**Dataset records**
──────

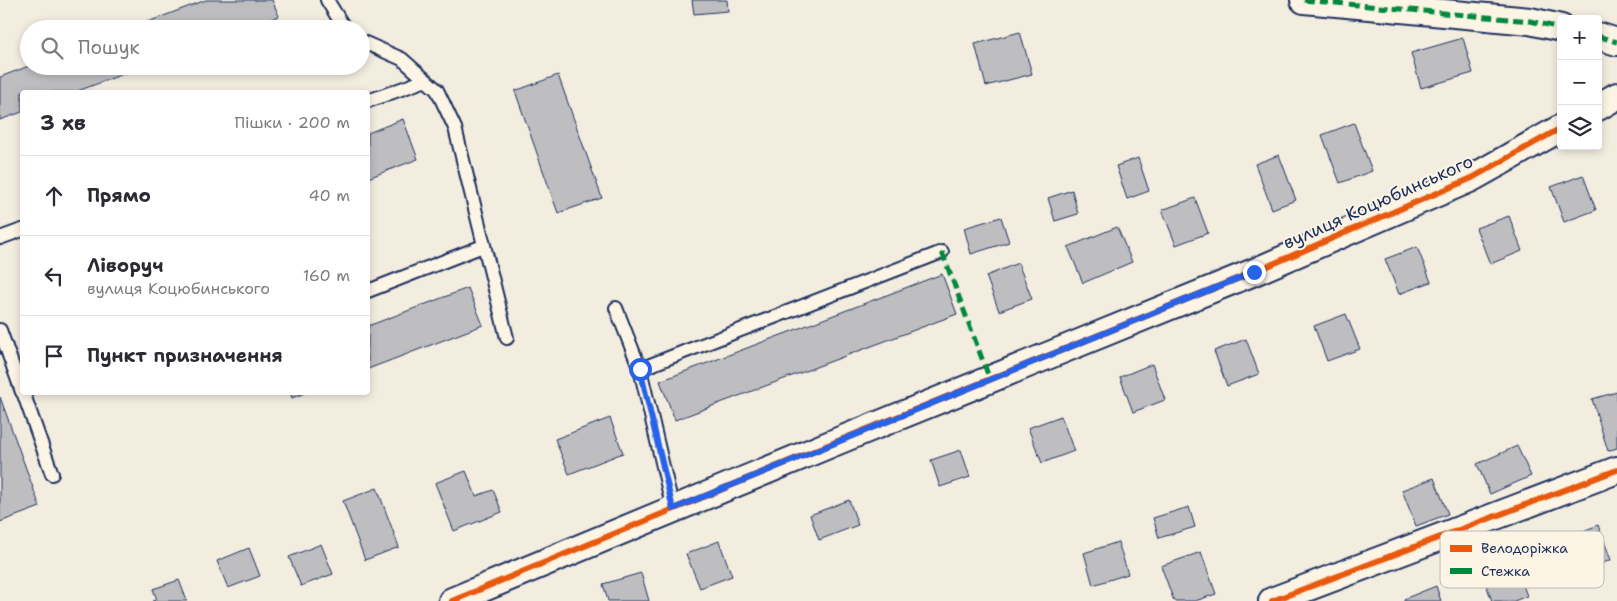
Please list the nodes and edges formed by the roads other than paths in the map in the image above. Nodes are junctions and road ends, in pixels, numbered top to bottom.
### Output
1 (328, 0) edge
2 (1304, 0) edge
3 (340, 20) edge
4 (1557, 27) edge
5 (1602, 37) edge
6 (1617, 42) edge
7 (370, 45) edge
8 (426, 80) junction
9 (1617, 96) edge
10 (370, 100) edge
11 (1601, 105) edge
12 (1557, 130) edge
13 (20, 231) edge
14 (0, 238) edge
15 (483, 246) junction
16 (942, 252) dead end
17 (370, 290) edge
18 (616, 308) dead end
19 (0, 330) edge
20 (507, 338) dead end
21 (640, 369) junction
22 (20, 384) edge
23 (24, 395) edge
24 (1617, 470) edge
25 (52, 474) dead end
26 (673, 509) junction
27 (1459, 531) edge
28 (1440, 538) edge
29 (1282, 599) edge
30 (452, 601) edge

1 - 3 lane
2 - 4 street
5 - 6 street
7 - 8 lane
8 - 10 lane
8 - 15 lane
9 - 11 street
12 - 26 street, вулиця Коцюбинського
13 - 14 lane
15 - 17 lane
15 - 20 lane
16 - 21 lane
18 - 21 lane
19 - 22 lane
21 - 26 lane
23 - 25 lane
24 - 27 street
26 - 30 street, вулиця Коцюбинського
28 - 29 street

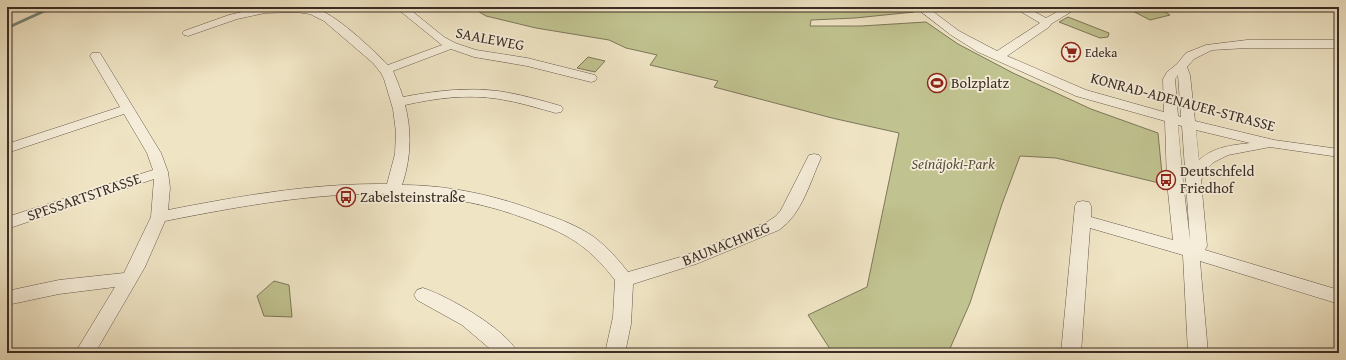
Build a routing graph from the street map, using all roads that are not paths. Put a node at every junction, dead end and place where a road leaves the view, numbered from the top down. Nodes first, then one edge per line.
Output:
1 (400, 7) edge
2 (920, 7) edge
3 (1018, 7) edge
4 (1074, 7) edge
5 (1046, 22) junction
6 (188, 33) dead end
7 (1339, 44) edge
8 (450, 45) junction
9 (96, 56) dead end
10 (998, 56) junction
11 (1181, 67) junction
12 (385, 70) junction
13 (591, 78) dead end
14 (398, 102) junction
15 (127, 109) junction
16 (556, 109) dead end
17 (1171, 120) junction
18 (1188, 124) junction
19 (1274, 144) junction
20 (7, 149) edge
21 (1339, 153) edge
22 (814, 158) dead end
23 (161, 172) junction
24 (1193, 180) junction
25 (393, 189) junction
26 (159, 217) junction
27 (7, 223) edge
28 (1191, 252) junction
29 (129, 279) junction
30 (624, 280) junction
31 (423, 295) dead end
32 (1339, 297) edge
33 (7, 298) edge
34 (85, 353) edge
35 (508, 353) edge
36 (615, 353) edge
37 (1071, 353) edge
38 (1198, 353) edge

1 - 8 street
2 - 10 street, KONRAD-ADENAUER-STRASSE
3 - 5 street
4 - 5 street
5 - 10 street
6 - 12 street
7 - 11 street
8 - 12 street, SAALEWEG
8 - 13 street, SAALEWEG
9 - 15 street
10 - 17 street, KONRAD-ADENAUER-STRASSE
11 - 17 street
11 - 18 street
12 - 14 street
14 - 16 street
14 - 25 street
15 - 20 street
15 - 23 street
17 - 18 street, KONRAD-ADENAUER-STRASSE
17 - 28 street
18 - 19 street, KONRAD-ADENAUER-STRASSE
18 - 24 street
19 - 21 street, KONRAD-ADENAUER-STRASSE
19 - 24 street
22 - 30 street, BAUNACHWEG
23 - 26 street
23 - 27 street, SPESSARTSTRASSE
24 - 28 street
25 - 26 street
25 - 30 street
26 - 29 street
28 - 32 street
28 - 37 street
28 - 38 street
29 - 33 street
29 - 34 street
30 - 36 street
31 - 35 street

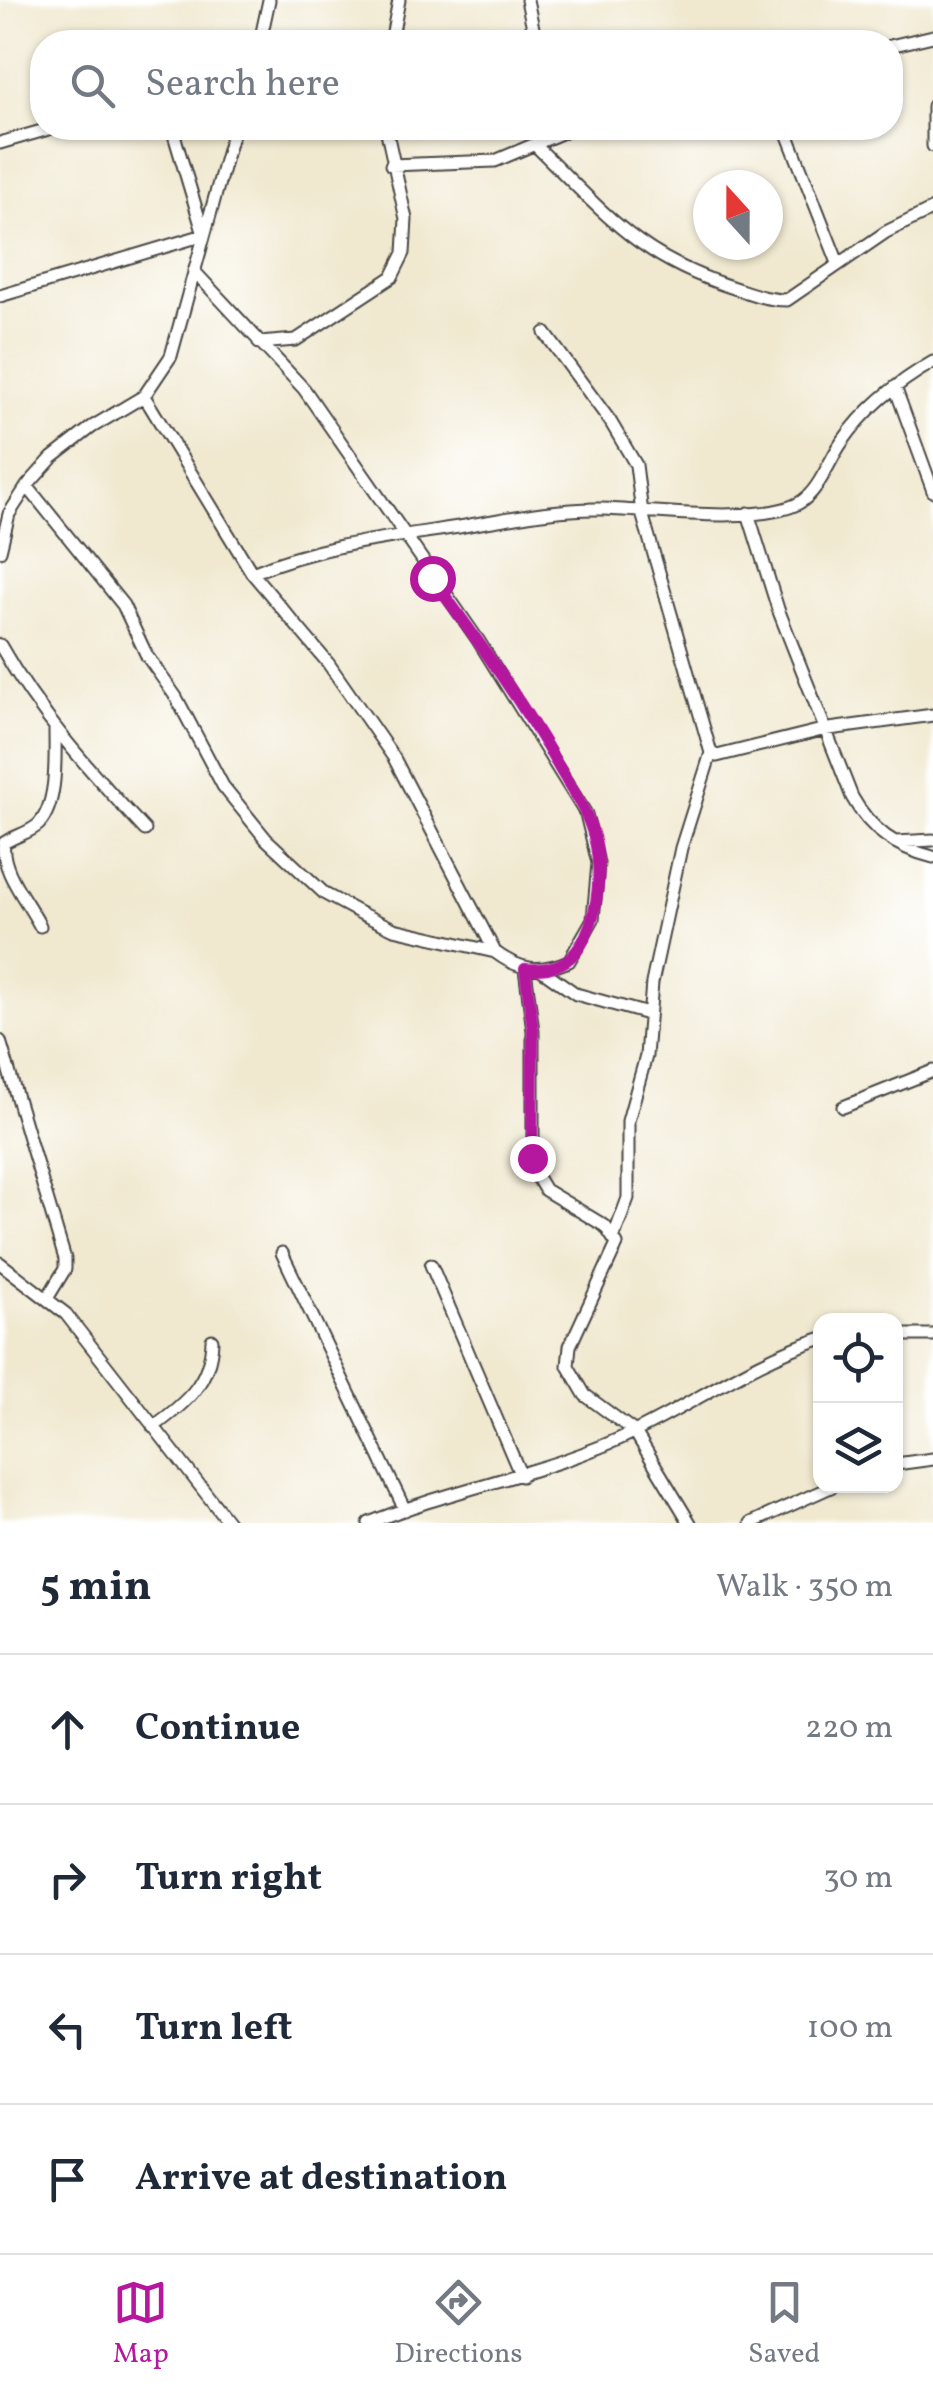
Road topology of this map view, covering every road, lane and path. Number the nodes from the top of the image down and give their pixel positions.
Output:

──────

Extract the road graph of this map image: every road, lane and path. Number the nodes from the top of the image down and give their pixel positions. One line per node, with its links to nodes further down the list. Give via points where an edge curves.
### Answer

──────

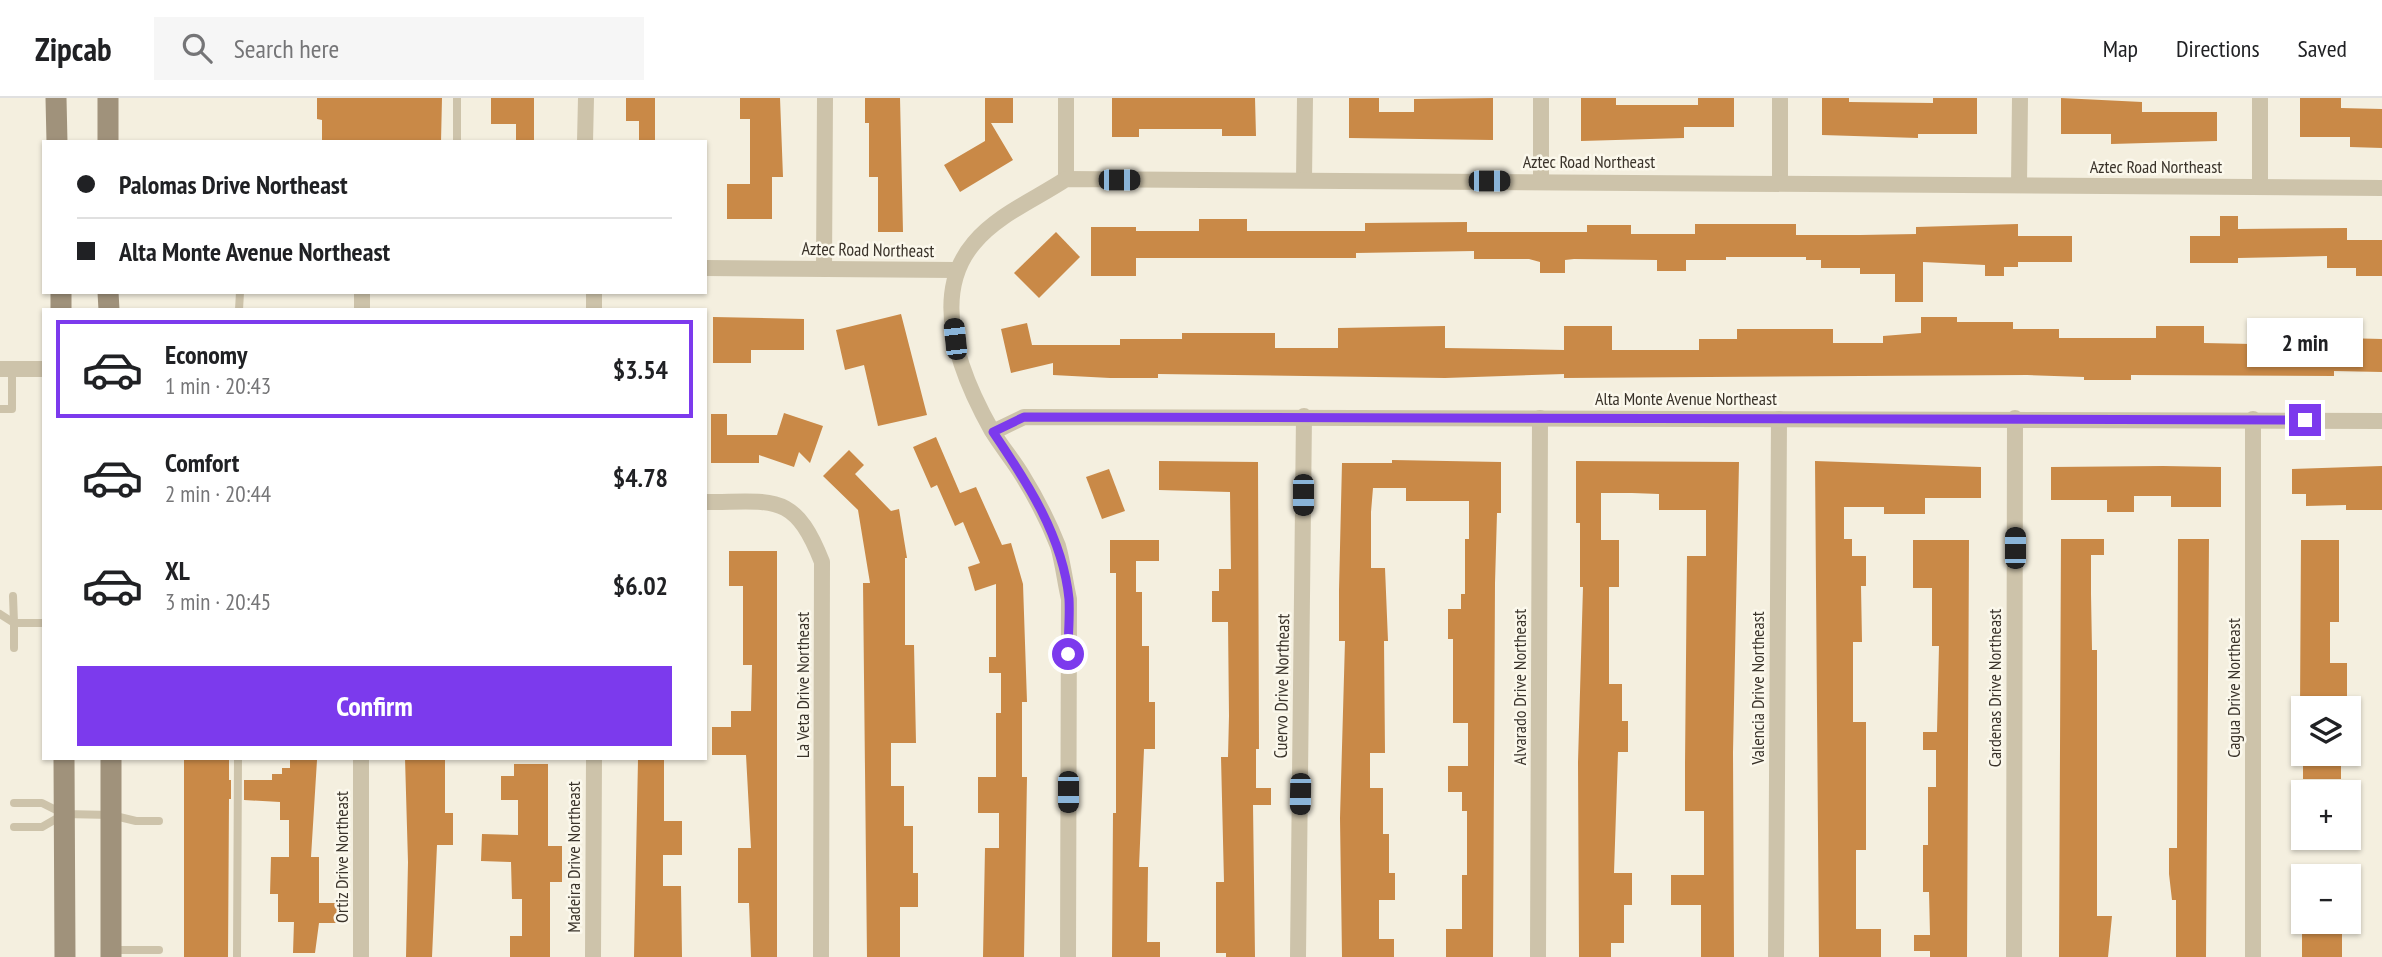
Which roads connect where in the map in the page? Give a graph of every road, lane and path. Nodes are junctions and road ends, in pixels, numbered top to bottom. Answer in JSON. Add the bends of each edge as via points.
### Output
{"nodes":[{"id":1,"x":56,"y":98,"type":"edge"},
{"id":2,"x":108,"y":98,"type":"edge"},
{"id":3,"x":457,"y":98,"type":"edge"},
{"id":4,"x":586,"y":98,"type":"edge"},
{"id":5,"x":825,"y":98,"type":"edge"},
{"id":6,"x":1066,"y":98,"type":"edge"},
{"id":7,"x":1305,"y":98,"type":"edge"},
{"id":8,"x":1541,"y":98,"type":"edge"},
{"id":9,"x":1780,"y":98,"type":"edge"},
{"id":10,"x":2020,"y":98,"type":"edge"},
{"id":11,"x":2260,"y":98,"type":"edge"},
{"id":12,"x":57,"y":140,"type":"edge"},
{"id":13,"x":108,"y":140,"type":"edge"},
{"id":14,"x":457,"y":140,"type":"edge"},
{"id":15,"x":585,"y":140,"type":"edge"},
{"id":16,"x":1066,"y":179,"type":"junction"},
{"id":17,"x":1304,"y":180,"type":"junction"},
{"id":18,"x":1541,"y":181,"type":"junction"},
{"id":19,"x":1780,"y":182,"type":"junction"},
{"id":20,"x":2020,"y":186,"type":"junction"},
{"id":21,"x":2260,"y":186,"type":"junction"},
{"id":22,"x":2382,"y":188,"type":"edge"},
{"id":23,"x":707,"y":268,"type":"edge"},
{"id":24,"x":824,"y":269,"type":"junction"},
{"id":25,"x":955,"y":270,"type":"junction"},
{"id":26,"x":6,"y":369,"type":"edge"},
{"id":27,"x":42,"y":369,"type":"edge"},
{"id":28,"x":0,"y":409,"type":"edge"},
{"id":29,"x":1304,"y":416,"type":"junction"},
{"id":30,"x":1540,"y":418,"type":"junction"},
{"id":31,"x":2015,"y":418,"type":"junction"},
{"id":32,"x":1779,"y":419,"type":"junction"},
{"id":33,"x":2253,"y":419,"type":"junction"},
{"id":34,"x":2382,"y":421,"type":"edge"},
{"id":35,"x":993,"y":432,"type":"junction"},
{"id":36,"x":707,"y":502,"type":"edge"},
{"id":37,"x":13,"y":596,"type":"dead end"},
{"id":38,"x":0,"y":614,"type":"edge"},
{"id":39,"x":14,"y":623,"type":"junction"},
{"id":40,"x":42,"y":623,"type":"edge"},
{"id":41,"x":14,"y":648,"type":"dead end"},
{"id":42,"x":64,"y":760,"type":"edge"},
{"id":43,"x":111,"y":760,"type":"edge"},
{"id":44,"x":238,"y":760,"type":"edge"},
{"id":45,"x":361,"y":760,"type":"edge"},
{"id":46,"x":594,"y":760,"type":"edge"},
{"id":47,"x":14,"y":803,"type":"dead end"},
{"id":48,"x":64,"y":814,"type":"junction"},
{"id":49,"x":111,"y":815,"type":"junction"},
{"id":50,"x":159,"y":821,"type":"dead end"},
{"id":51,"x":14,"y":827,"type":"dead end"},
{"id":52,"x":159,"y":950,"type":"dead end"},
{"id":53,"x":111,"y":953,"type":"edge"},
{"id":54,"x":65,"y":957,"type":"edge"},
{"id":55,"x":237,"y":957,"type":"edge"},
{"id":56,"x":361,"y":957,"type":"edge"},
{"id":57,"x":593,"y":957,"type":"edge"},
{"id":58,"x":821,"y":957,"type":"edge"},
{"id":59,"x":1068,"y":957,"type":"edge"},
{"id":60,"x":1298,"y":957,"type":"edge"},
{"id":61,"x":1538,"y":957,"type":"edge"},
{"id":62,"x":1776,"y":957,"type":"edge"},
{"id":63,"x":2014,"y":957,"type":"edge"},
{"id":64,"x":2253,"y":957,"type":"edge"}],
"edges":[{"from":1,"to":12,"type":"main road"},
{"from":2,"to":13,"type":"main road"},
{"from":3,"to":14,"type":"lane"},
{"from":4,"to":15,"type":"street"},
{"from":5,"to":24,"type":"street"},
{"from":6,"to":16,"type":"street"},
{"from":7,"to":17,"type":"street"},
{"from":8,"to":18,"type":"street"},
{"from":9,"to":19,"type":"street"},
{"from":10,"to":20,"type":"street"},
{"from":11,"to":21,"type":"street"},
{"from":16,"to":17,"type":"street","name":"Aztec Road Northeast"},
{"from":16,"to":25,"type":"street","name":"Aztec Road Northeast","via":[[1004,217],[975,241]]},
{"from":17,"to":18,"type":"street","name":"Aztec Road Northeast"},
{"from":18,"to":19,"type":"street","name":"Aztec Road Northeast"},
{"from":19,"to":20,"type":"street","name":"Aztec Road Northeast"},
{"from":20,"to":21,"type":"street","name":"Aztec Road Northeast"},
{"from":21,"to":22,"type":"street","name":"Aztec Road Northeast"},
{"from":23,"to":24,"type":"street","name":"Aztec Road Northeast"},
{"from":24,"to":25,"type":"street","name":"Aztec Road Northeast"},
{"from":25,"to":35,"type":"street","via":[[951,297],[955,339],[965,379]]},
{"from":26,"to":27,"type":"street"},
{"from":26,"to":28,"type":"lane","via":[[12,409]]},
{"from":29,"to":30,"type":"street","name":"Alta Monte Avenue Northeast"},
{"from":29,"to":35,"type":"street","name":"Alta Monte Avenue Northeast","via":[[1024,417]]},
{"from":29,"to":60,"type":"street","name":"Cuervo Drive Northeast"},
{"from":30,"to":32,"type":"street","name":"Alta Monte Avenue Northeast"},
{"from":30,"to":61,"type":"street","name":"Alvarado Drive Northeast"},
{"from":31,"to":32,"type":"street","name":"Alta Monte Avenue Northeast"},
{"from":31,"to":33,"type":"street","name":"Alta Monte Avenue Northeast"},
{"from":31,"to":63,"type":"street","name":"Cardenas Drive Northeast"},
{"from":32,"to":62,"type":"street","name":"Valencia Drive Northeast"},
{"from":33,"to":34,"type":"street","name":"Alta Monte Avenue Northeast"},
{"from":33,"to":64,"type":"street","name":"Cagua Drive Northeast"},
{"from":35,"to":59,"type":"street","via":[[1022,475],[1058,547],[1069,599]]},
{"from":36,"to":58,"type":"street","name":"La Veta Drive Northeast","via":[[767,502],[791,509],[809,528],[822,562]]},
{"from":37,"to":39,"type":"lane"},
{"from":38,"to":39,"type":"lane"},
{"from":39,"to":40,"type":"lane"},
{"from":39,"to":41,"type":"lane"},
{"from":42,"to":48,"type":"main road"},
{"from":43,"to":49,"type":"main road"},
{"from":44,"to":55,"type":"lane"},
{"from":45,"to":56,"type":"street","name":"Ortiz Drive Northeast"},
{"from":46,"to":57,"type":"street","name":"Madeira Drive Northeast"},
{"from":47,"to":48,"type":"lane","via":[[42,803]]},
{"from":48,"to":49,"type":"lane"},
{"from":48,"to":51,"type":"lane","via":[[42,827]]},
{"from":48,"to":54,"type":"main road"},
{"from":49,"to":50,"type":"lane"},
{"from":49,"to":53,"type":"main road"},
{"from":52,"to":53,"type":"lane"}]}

──────

**What the task asks**
Go through the listing above, and whenever a line holds the word "paths", copy it.

**Exercise response**
Please list the nodes and edges formed by the roads other than paths in the map in the image above. Nodes are junctions and road ends, in pixels, numbered top to bottom.
Build a routing graph from the street map, using all roads that are not paths. Put a node at every junction, dead end and place where a road leaves the view, numbered from the top down. Nodes first, then one edge per line.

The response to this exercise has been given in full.